Washington, Oct 1 (): The privately-owned cargo ship Cygnus freighter, carrying about 700 kg (1500 lb) of food and other supplies, has successfully docked at the International Space Station (ISS) on Sunday.

Xinhua reported, the unmanned Cygnus spacecraft was grappled by the ship’s huge robotic arm operated by astronauts from inside the space station at about 7 a.m. EDT (1100 GMT). Cygnus will remain attached to the ISS for 30 days before departing with disposal cargo on board.

The new vehicle, Cygnus unmanned spacecraft is developed by Orbital Sciences Corporation (OSC) and has its technology based on a mix of GPS, inertial navigation and lidar.
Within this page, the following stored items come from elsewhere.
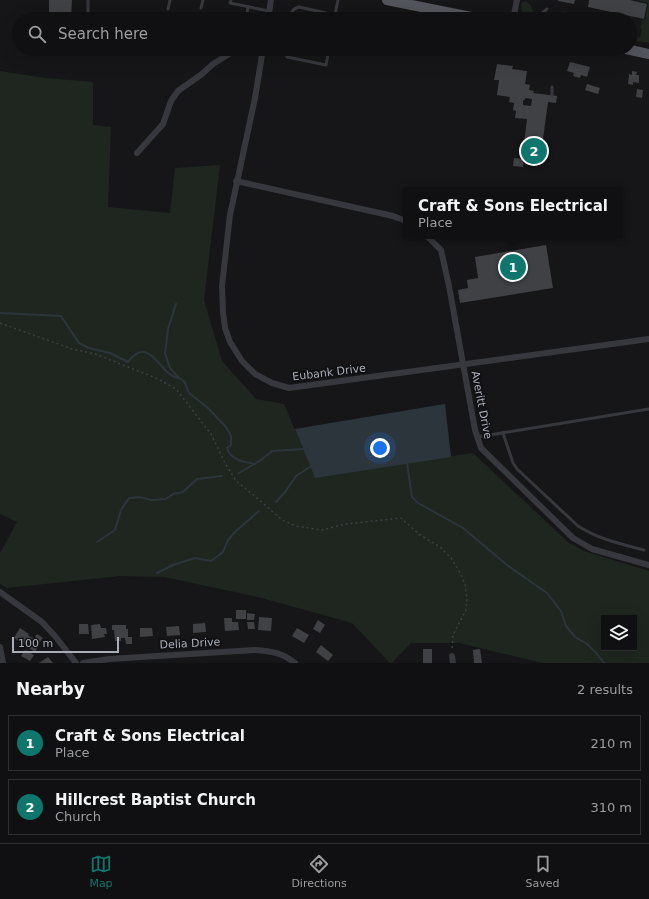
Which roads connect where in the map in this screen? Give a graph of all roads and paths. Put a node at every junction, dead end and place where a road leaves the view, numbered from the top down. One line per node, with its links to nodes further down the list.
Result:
1 (88, 0): 14 (lane)
2 (170, 0): 12 (lane)
3 (203, 0): 10 (lane)
4 (231, 0): 9 (lane)
5 (271, 0): 13 (street)
6 (338, 0): 18 (lane)
7 (387, 0): 19 (main road)
8 (517, 0): 20 (street)
9 (248, 7): 13 (lane); 15 (lane)
10 (201, 8)
11 (547, 8): 21 (lane)
12 (168, 9)
13 (269, 11)
14 (88, 12)
15 (247, 12)
16 (291, 12): 17 (lane)
17 (322, 12)
18 (336, 12)
19 (446, 12)
20 (514, 12)
21 (543, 12)
22 (637, 51): 23 (main road)
23 (649, 54)
24 (226, 56): 30 (street)
25 (262, 56): 31 (street, Eubank Drive)
26 (286, 56): 27 (lane)
27 (328, 56)
28 (552, 87): 29 (lane)
29 (552, 96)
30 (137, 153)
31 (236, 181): 32 (street); 36 (street, Eubank Drive)
32 (403, 220)
33 (430, 239): 36 (street, Averitt Drive)
34 (0, 323): 44 (path)
35 (649, 340): 36 (street, Eubank Drive)
36 (464, 365): 39 (street, Averitt Drive)
37 (649, 409): 38 (lane)
38 (503, 433): 39 (lane); 40 (lane)
39 (477, 437): 41 (street, Averitt Drive)
40 (644, 550)
41 (649, 565)
42 (0, 592): 46 (street)
43 (0, 647): 45 (street)
44 (453, 660)
45 (3, 663)
46 (76, 663)
47 (83, 663): 48 (street, Delia Drive)
48 (295, 663)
Cygnus is one of the two commercial ventures seeded by NASA and is on a demonstration mission to prove its technology. NASA has seeded this venture to pick up America’s ISS re-supply requirements following the retirement of the space shuttles.

Cygnus parked itself about 10m under the station, within reach of the Canadarm2. Astronauts – Italian Luca Parmitano and American Karen Nyberg operated a robotic limb, which then handled the freighter and pulled it into the ISS’s Harmony module. The securing of bolts mating Cygnus to Harmony occurred at 1244 GMT, when the ISS was moving over the Indian Ocean.

The astronauts will begin unloading its cargo – some 680 kilograms of supplies, including clothing and food on Monday.

Cygnus overcame a software problem and an additional delay caused by the arrival of a Soyuz capsule on Wednesday. It was supposed to reach the space station last Sunday, but was held up by inaccurate navigation data, later fixed by a software patch.

The docking went forward after Orbital Sciences uploaded a software fix for a navigation data mismatch that occurred during its approach on September 22.

If this test mission by Orbital Science becomes successful, it will begin regularly scheduled cargo delivery missions to the ISS under a $1.9 billion contract with NASA. Spacex’s Dragon is scheduled to make at least 12 more flights by 2016 under a contract valued at about $1.6 billion.